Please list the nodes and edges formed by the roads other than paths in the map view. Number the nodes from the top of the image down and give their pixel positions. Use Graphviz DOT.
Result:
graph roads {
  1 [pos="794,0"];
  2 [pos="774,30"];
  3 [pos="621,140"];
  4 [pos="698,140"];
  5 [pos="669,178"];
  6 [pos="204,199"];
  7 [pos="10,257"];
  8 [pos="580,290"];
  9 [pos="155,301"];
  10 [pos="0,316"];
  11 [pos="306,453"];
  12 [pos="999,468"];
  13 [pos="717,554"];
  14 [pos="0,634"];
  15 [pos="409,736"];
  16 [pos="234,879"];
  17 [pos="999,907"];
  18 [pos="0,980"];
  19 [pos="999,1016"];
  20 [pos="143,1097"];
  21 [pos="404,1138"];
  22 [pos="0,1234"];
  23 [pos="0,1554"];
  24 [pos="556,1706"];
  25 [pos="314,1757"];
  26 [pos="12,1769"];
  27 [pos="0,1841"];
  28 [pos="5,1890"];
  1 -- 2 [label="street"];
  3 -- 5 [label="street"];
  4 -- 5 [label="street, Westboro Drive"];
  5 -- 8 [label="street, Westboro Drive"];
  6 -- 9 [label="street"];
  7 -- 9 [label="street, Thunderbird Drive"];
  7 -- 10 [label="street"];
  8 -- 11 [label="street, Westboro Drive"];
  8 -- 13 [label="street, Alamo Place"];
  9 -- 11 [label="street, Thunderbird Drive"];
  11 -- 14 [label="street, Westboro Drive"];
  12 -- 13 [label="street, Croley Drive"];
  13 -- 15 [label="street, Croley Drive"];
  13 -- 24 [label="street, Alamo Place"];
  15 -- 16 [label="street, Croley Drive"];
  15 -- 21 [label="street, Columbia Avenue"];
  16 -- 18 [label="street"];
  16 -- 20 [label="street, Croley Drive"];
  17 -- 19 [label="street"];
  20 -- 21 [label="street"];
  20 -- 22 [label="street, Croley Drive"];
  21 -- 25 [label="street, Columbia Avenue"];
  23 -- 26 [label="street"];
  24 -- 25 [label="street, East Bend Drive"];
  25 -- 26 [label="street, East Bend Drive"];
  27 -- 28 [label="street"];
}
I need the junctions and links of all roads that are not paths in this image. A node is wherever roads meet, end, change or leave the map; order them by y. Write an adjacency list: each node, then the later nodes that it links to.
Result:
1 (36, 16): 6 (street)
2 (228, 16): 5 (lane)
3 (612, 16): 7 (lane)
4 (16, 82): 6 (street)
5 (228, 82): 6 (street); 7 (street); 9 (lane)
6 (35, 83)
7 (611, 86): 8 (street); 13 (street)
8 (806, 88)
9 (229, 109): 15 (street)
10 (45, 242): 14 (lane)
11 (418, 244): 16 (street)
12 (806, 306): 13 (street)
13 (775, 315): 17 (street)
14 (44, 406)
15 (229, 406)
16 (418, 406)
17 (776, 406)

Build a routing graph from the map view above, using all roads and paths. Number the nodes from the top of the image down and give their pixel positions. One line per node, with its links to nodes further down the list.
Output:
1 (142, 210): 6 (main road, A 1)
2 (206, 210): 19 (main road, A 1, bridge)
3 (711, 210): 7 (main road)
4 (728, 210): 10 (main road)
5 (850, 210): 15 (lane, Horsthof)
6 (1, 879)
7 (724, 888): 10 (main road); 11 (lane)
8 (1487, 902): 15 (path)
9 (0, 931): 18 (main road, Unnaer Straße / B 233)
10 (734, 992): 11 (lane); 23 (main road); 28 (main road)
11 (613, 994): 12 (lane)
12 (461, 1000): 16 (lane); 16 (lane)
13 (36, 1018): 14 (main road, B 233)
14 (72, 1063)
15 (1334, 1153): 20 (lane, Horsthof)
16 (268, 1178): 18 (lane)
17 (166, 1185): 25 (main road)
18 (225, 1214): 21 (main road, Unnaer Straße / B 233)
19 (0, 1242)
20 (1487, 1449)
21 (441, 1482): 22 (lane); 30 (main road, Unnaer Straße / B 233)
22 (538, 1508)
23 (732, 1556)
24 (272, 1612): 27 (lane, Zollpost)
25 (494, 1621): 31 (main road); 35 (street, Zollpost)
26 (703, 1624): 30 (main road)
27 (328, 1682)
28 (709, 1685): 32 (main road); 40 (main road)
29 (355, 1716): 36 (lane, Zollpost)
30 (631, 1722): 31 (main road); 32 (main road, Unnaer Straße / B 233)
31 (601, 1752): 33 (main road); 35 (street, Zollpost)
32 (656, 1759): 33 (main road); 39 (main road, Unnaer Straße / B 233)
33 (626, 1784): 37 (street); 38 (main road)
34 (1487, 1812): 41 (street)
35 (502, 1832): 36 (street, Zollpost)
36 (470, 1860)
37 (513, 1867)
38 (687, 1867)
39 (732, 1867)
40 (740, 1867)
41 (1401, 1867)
= = = =
Copy out all of the data exactly, leaving nothing out.

▸ **The completed task**
Please list the nodes and edges formed by the roads other than paths in the map view. Number the nodes from the top of the image down and give their pixel positions. Use Graphviz DOT.
Result:
graph roads {
  1 [pos="794,0"];
  2 [pos="774,30"];
  3 [pos="621,140"];
  4 [pos="698,140"];
  5 [pos="669,178"];
  6 [pos="204,199"];
  7 [pos="10,257"];
  8 [pos="580,290"];
  9 [pos="155,301"];
  10 [pos="0,316"];
  11 [pos="306,453"];
  12 [pos="999,468"];
  13 [pos="717,554"];
  14 [pos="0,634"];
  15 [pos="409,736"];
  16 [pos="234,879"];
  17 [pos="999,907"];
  18 [pos="0,980"];
  19 [pos="999,1016"];
  20 [pos="143,1097"];
  21 [pos="404,1138"];
  22 [pos="0,1234"];
  23 [pos="0,1554"];
  24 [pos="556,1706"];
  25 [pos="314,1757"];
  26 [pos="12,1769"];
  27 [pos="0,1841"];
  28 [pos="5,1890"];
  1 -- 2 [label="street"];
  3 -- 5 [label="street"];
  4 -- 5 [label="street, Westboro Drive"];
  5 -- 8 [label="street, Westboro Drive"];
  6 -- 9 [label="street"];
  7 -- 9 [label="street, Thunderbird Drive"];
  7 -- 10 [label="street"];
  8 -- 11 [label="street, Westboro Drive"];
  8 -- 13 [label="street, Alamo Place"];
  9 -- 11 [label="street, Thunderbird Drive"];
  11 -- 14 [label="street, Westboro Drive"];
  12 -- 13 [label="street, Croley Drive"];
  13 -- 15 [label="street, Croley Drive"];
  13 -- 24 [label="street, Alamo Place"];
  15 -- 16 [label="street, Croley Drive"];
  15 -- 21 [label="street, Columbia Avenue"];
  16 -- 18 [label="street"];
  16 -- 20 [label="street, Croley Drive"];
  17 -- 19 [label="street"];
  20 -- 21 [label="street"];
  20 -- 22 [label="street, Croley Drive"];
  21 -- 25 [label="street, Columbia Avenue"];
  23 -- 26 [label="street"];
  24 -- 25 [label="street, East Bend Drive"];
  25 -- 26 [label="street, East Bend Drive"];
  27 -- 28 [label="street"];
}
I need the junctions and links of all roads that are not paths in this image. A node is wherever roads meet, end, change or leave the map; order them by y. Write an adjacency list: each node, then the later nodes that it links to.
Result:
1 (36, 16): 6 (street)
2 (228, 16): 5 (lane)
3 (612, 16): 7 (lane)
4 (16, 82): 6 (street)
5 (228, 82): 6 (street); 7 (street); 9 (lane)
6 (35, 83)
7 (611, 86): 8 (street); 13 (street)
8 (806, 88)
9 (229, 109): 15 (street)
10 (45, 242): 14 (lane)
11 (418, 244): 16 (street)
12 (806, 306): 13 (street)
13 (775, 315): 17 (street)
14 (44, 406)
15 (229, 406)
16 (418, 406)
17 (776, 406)

Build a routing graph from the map view above, using all roads and paths. Number the nodes from the top of the image down and give their pixel positions. One line per node, with its links to nodes further down the list.
Output:
1 (142, 210): 6 (main road, A 1)
2 (206, 210): 19 (main road, A 1, bridge)
3 (711, 210): 7 (main road)
4 (728, 210): 10 (main road)
5 (850, 210): 15 (lane, Horsthof)
6 (1, 879)
7 (724, 888): 10 (main road); 11 (lane)
8 (1487, 902): 15 (path)
9 (0, 931): 18 (main road, Unnaer Straße / B 233)
10 (734, 992): 11 (lane); 23 (main road); 28 (main road)
11 (613, 994): 12 (lane)
12 (461, 1000): 16 (lane); 16 (lane)
13 (36, 1018): 14 (main road, B 233)
14 (72, 1063)
15 (1334, 1153): 20 (lane, Horsthof)
16 (268, 1178): 18 (lane)
17 (166, 1185): 25 (main road)
18 (225, 1214): 21 (main road, Unnaer Straße / B 233)
19 (0, 1242)
20 (1487, 1449)
21 (441, 1482): 22 (lane); 30 (main road, Unnaer Straße / B 233)
22 (538, 1508)
23 (732, 1556)
24 (272, 1612): 27 (lane, Zollpost)
25 (494, 1621): 31 (main road); 35 (street, Zollpost)
26 (703, 1624): 30 (main road)
27 (328, 1682)
28 (709, 1685): 32 (main road); 40 (main road)
29 (355, 1716): 36 (lane, Zollpost)
30 (631, 1722): 31 (main road); 32 (main road, Unnaer Straße / B 233)
31 (601, 1752): 33 (main road); 35 (street, Zollpost)
32 (656, 1759): 33 (main road); 39 (main road, Unnaer Straße / B 233)
33 (626, 1784): 37 (street); 38 (main road)
34 (1487, 1812): 41 (street)
35 (502, 1832): 36 (street, Zollpost)
36 (470, 1860)
37 (513, 1867)
38 (687, 1867)
39 (732, 1867)
40 (740, 1867)
41 (1401, 1867)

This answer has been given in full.